State corporation workers are currently represented by different labour unions together with employees from the private sector based on their trade.

Mr Kirui argued that parastatal employees have unique needs such as inadequate representation during privatisation and layoffs.

“Trade unions affiliated to Central organisation of Trade Unions (Cotu) are predominantly from the private sector and they understand little about the challenges faced by employees in government institutions,” Mr Kirui said.

Officials of unions affiliated to Cotu have accused the Labour ministry of allowing the ‘clandestine’ formation of Nukpe, saying the government was encouraging the proliferation of trade unions as a ploy to cripple the giant umbrella body.

“We will oppose it [Nukpe]. The intention is to cause wrangles and weaken the trade union movement in Kenya,” said Benson Okwaro, secretary general of the Communication Workers’ Union (CWU).

CWU has about 6,300 members drawn from parastatals such as Telkom Kenya, Posta, Communications Commission of Kenya (CCK) and the Kenya Broadcasting Corporation (KBC).

Mr Simon Sang, secretary general of the 7,000-member Dock Workers Union, said such a union wouldn’t work because labour unions needed to be industry-based.

“There is no industry known as parastatals. It has never been done anywhere else,” said Mr Sang whose union draws its membership from the Kenya Ports Authority and the Kenya Ferry Services.

Kenya Union of Commercial Food and Allied Workers (Kucfaw) said parastatal employees were adequately represented and that there was no need for another union.

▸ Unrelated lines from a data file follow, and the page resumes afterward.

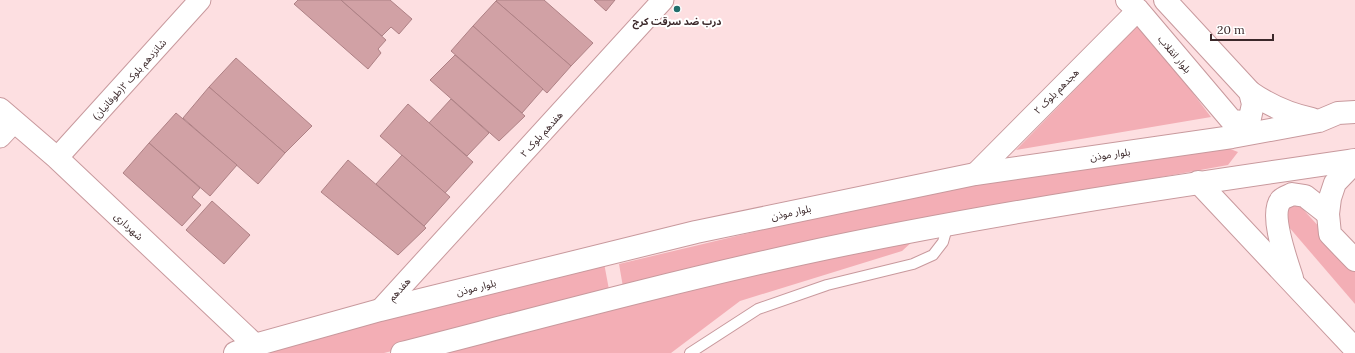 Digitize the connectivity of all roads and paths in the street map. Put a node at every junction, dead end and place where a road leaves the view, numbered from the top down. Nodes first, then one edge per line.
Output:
1 (200, 0) edge
2 (663, 0) edge
3 (1165, 0) edge
4 (1132, 5) edge
5 (1250, 92) junction
6 (1355, 112) edge
7 (1319, 121) junction
8 (5, 123) edge
9 (57, 158) junction
10 (1355, 161) edge
11 (975, 174) junction
12 (1198, 182) junction
13 (1328, 214) junction
14 (948, 224) junction
15 (1355, 260) edge
16 (418, 268) joint
17 (1296, 286) junction
18 (380, 310) junction
19 (245, 349) edge
20 (1355, 349) edge
21 (402, 353) edge
22 (690, 353) edge

1 - 9 street, شانزدهم بلوک ۲(طوفانیان)
2 - 16 street, هفدهم بلوک ۲
3 - 5 main road
4 - 5 main road, بلوار انقلاب
4 - 11 street, هجدهم بلوک ۲
5 - 7 main road
6 - 7 main road, بلوار موذن
7 - 11 main road, بلوار موذن
8 - 9 main road, شهرداری
9 - 19 main road, شهرداری
10 - 12 main road
10 - 13 main road
11 - 18 main road, بلوار موذن
12 - 14 main road
12 - 17 main road
13 - 15 main road
13 - 17 main road
14 - 21 main road
14 - 22 lane
16 - 18 street, هفدهم
17 - 20 main road
18 - 19 main road, بلوار موذن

“You only register a new union when workers agitate for it due to lack of sufficient representation,” said Kucfaw secretary general Boniface Kavuvi.

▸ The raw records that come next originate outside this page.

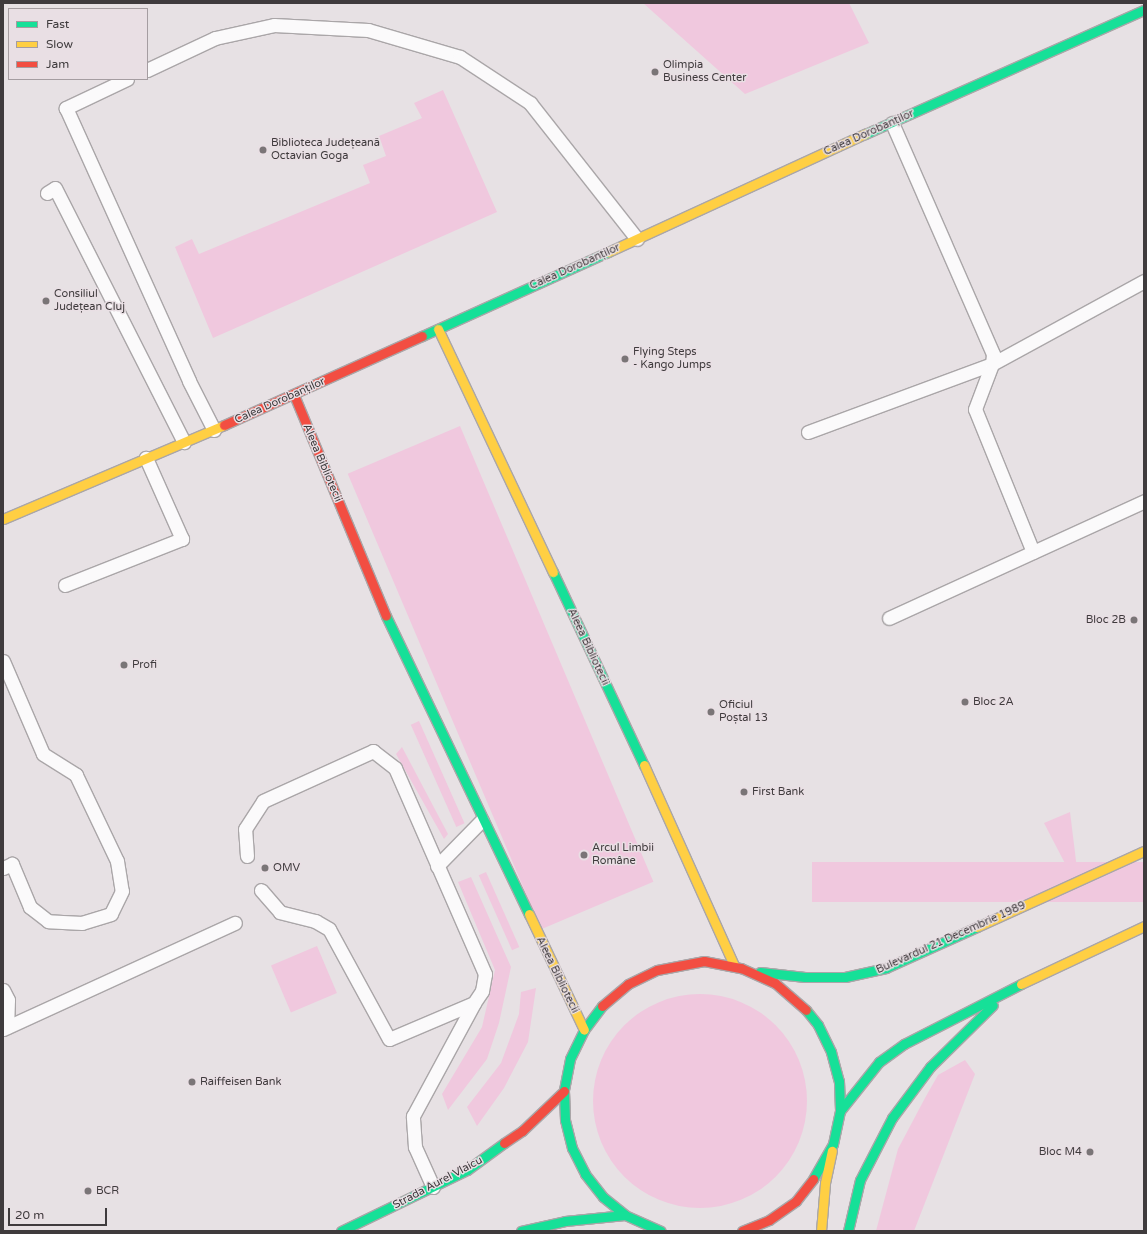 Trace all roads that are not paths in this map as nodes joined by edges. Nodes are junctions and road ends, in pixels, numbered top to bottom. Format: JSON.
{"nodes":[{"id":1,"x":1144,"y":10,"type":"edge"},
{"id":2,"x":148,"y":70,"type":"edge"},
{"id":3,"x":126,"y":80,"type":"edge"},
{"id":4,"x":892,"y":123,"type":"junction"},
{"id":5,"x":47,"y":192,"type":"dead end"},
{"id":6,"x":637,"y":239,"type":"junction"},
{"id":7,"x":1144,"y":281,"type":"edge"},
{"id":8,"x":438,"y":329,"type":"junction"},
{"id":9,"x":992,"y":364,"type":"junction"},
{"id":10,"x":294,"y":395,"type":"junction"},
{"id":11,"x":214,"y":430,"type":"junction"},
{"id":12,"x":808,"y":432,"type":"dead end"},
{"id":13,"x":184,"y":442,"type":"junction"},
{"id":14,"x":146,"y":458,"type":"junction"},
{"id":15,"x":1144,"y":502,"type":"edge"},
{"id":16,"x":3,"y":519,"type":"edge"},
{"id":17,"x":1033,"y":552,"type":"junction"},
{"id":18,"x":65,"y":585,"type":"dead end"},
{"id":19,"x":889,"y":618,"type":"dead end"},
{"id":20,"x":3,"y":661,"type":"edge"},
{"id":21,"x":482,"y":820,"type":"junction"},
{"id":22,"x":1144,"y":851,"type":"edge"},
{"id":23,"x":247,"y":856,"type":"dead end"},
{"id":24,"x":437,"y":866,"type":"junction"},
{"id":25,"x":3,"y":868,"type":"edge"},
{"id":26,"x":261,"y":890,"type":"dead end"},
{"id":27,"x":235,"y":923,"type":"dead end"},
{"id":28,"x":1144,"y":926,"type":"edge"},
{"id":29,"x":734,"y":965,"type":"junction"},
{"id":30,"x":748,"y":970,"type":"junction"},
{"id":31,"x":3,"y":990,"type":"edge"},
{"id":32,"x":1008,"y":991,"type":"junction"},
{"id":33,"x":474,"y":1004,"type":"junction"},
{"id":34,"x":5,"y":1028,"type":"edge"},
{"id":35,"x":584,"y":1030,"type":"junction"},
{"id":36,"x":564,"y":1091,"type":"junction"},
{"id":37,"x":840,"y":1111,"type":"junction"},
{"id":38,"x":833,"y":1144,"type":"junction"},
{"id":39,"x":433,"y":1187,"type":"junction"},
{"id":40,"x":625,"y":1215,"type":"junction"},
{"id":41,"x":638,"y":1222,"type":"junction"},
{"id":42,"x":341,"y":1231,"type":"edge"},
{"id":43,"x":521,"y":1231,"type":"edge"},
{"id":44,"x":649,"y":1231,"type":"edge"},
{"id":45,"x":661,"y":1231,"type":"edge"},
{"id":46,"x":742,"y":1231,"type":"edge"},
{"id":47,"x":821,"y":1231,"type":"edge"},
{"id":48,"x":848,"y":1231,"type":"edge"}],
"edges":[{"from":1,"to":4,"type":"main road","name":"Calea Dorobanților"},
{"from":2,"to":6,"type":"lane"},
{"from":3,"to":11,"type":"lane"},
{"from":4,"to":6,"type":"main road","name":"Calea Dorobanților"},
{"from":4,"to":9,"type":"lane"},
{"from":5,"to":13,"type":"lane"},
{"from":6,"to":8,"type":"main road","name":"Calea Dorobanților"},
{"from":7,"to":9,"type":"lane"},
{"from":8,"to":10,"type":"main road","name":"Calea Dorobanților"},
{"from":8,"to":29,"type":"main road","name":"Aleea Bibliotecii"},
{"from":9,"to":12,"type":"lane"},
{"from":9,"to":17,"type":"lane"},
{"from":10,"to":11,"type":"main road","name":"Calea Dorobanților"},
{"from":10,"to":21,"type":"main road","name":"Aleea Bibliotecii"},
{"from":11,"to":13,"type":"main road","name":"Calea Dorobanților"},
{"from":13,"to":14,"type":"main road","name":"Calea Dorobanților"},
{"from":14,"to":16,"type":"main road","name":"Calea Dorobanților"},
{"from":14,"to":18,"type":"lane"},
{"from":15,"to":17,"type":"lane"},
{"from":17,"to":19,"type":"lane"},
{"from":20,"to":25,"type":"lane"},
{"from":21,"to":24,"type":"lane"},
{"from":21,"to":35,"type":"main road","name":"Aleea Bibliotecii"},
{"from":22,"to":30,"type":"main road","name":"Bulevardul 21 Decembrie 1989"},
{"from":23,"to":24,"type":"lane"},
{"from":24,"to":33,"type":"lane"},
{"from":26,"to":33,"type":"lane"},
{"from":27,"to":34,"type":"lane"},
{"from":28,"to":32,"type":"main road"},
{"from":29,"to":30,"type":"main road"},
{"from":29,"to":35,"type":"main road"},
{"from":30,"to":37,"type":"main road"},
{"from":31,"to":34,"type":"lane"},
{"from":32,"to":37,"type":"main road"},
{"from":32,"to":48,"type":"main road"},
{"from":33,"to":39,"type":"lane"},
{"from":35,"to":36,"type":"main road"},
{"from":36,"to":39,"type":"main road","name":"Strada Aurel Vlaicu"},
{"from":36,"to":40,"type":"main road"},
{"from":37,"to":38,"type":"main road"},
{"from":38,"to":46,"type":"main road"},
{"from":38,"to":47,"type":"main road"},
{"from":39,"to":42,"type":"main road","name":"Strada Aurel Vlaicu"},
{"from":40,"to":41,"type":"main road"},
{"from":40,"to":43,"type":"main road"},
{"from":41,"to":44,"type":"main road"},
{"from":41,"to":45,"type":"main road"}]}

Mr Kavuvi said his union has about 6,000 members from allied State-owned firms such as National Social Security Fund (NSSF), National Hospital Insurance Fund (NHIF), Kenya Wine Agencies (Kwal), National Cereals and Produce Board (NCPB), National Museums of Kenya and New KCC.

Isaiah Kubai, secretary general of Banking Insurance and Finance Union (Bifu), said the registrar of trade unions should be prudent in licensing labour groups, adding that parastatal is an ‘amorphous’ group.

The formation of Nukpe comes after trade unions representing public sector workers ganged up in November last year against Cotu and formed their own umbrella body dubbed Confederation of Public Servants Trade Unions of Kenya (Pusetu).

Its membership consists of four unions namely; Union of Kenya Civil Servants (UKCS), the Kenya National Union of Teachers (Knut), University Academic Staff Union (Uasu) and the Kenya Union of Post Primary Education Teachers (Kuppet).

The International Labour Organisation (ILO) encourages trade union pluralism in principle, allowing workers to establish multiple labour unions without any interference.

But while the ILO Convention No. 87 upholds the right to establish and join labour federations, the UN agency warns that it may be used to abuse the labour movement.

“Governments have supported or condoned the creation of yellow unions and puppet unions, stoked rivalries and divisions between unions and used intimidation and bribery,” reads a 2010 report by the ILO Bureau for Workers’ Activities (ACTRAV).

It is best exemplified by the formation of Kenya Union of Post Primary Education Teachers (Kuppet) in 1998 to counter the influence of the giant Kenya National Union of Teachers (Knut) which was founded in 1959.